Robots may bring reef relief

A study authored by University of Delaware professor Art Trembanis and colleagues reveals new details about deep sea reefs — known as mesophotic reefs — near the island of Bonaire in the Dutch Caribbean.

While coral reefs worldwide are in decline, the waters surrounding Bonaire comprise a marine park known as a scuba “diver’s paradise” because it contains some of the most well-preserved coral reefs in the Caribbean basin.

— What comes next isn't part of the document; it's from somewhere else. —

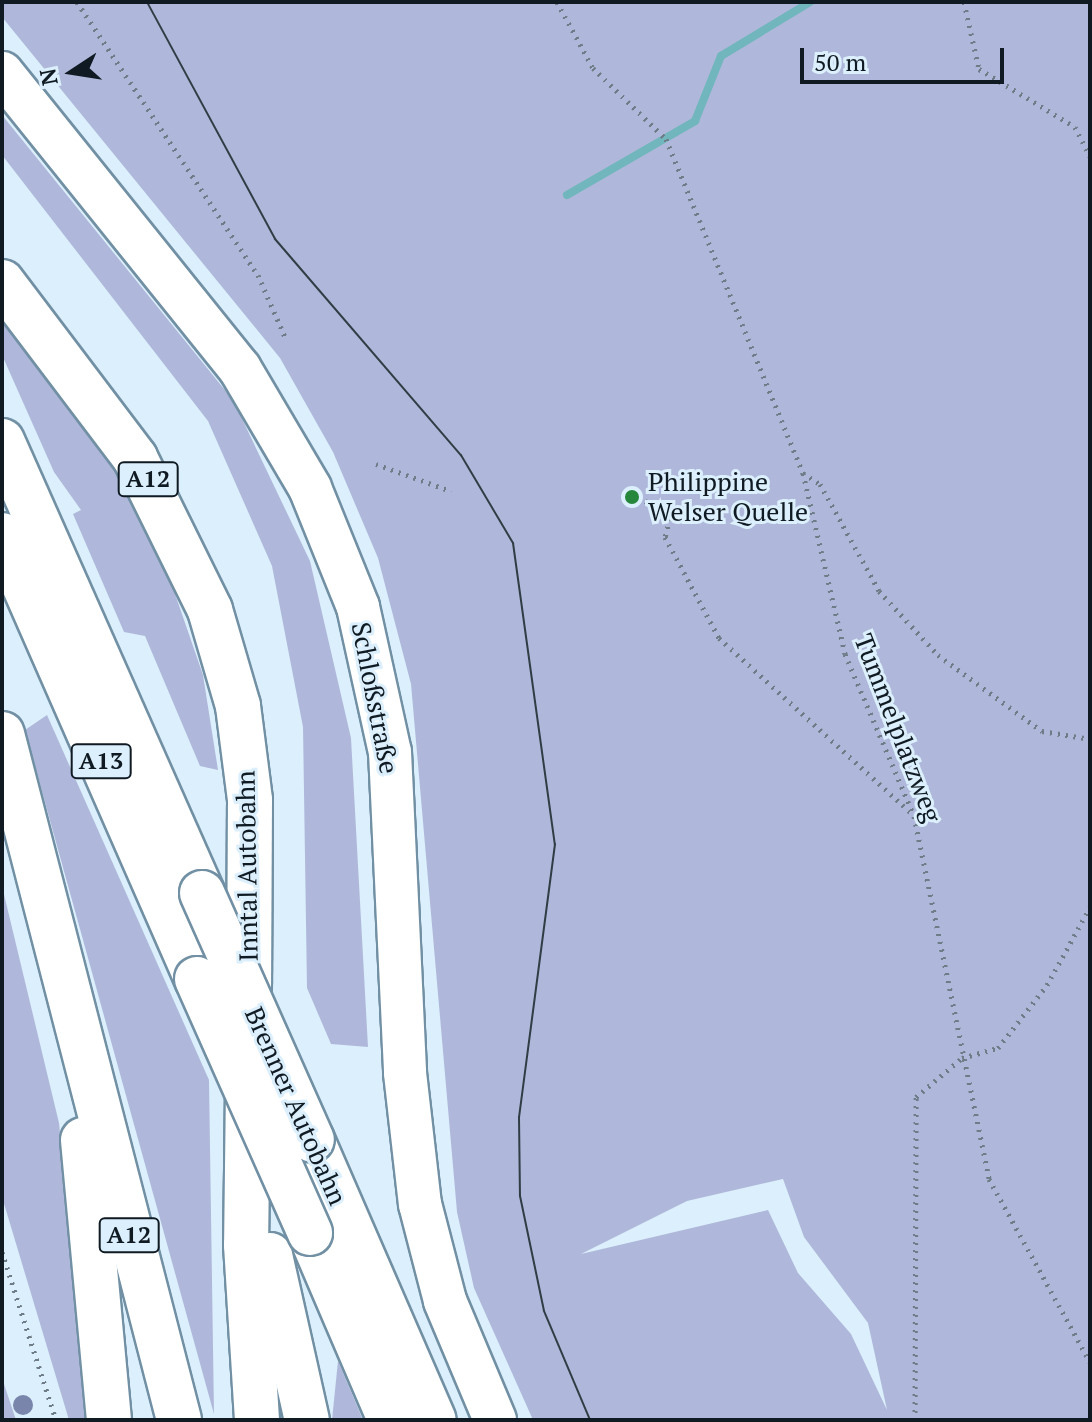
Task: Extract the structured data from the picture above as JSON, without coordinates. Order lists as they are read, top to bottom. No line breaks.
{"streets":{"highway":["A12","A13","Inntal Autobahn","Brenner Autobahn"],"main road":["Schloßstraße"],"path":["Tummelplatzweg"]},"places":["Philippine Welser Quelle"],"scale_bar":"50 m","north":"left"}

Trembanis and colleagues used autonomous underwater vehicles (AUVs) to map these deep sea reefs, situated 100 to over 500 feet (30 to over 150 meters) below the ocean surface, which are considered a lifeline for shallow reef recovery due to stressors like warming (bleaching), ocean acidification, over fishing and other deteriorations.

These deep reefs can be a substantive part of the coral reef ecosystem of any island, yet they remain largely unexplored because they generally are located beyond the capabilities of divers and are too expansive to be studied using submersibles.

The researchers hope the mapping effort, and the associated data, will help local conservation efforts.

“It’s hard to manage what you don’t see,” said Trembanis, an associate professor in the College of Earth, Ocean, and Environment’s School of Marine Science and Policy.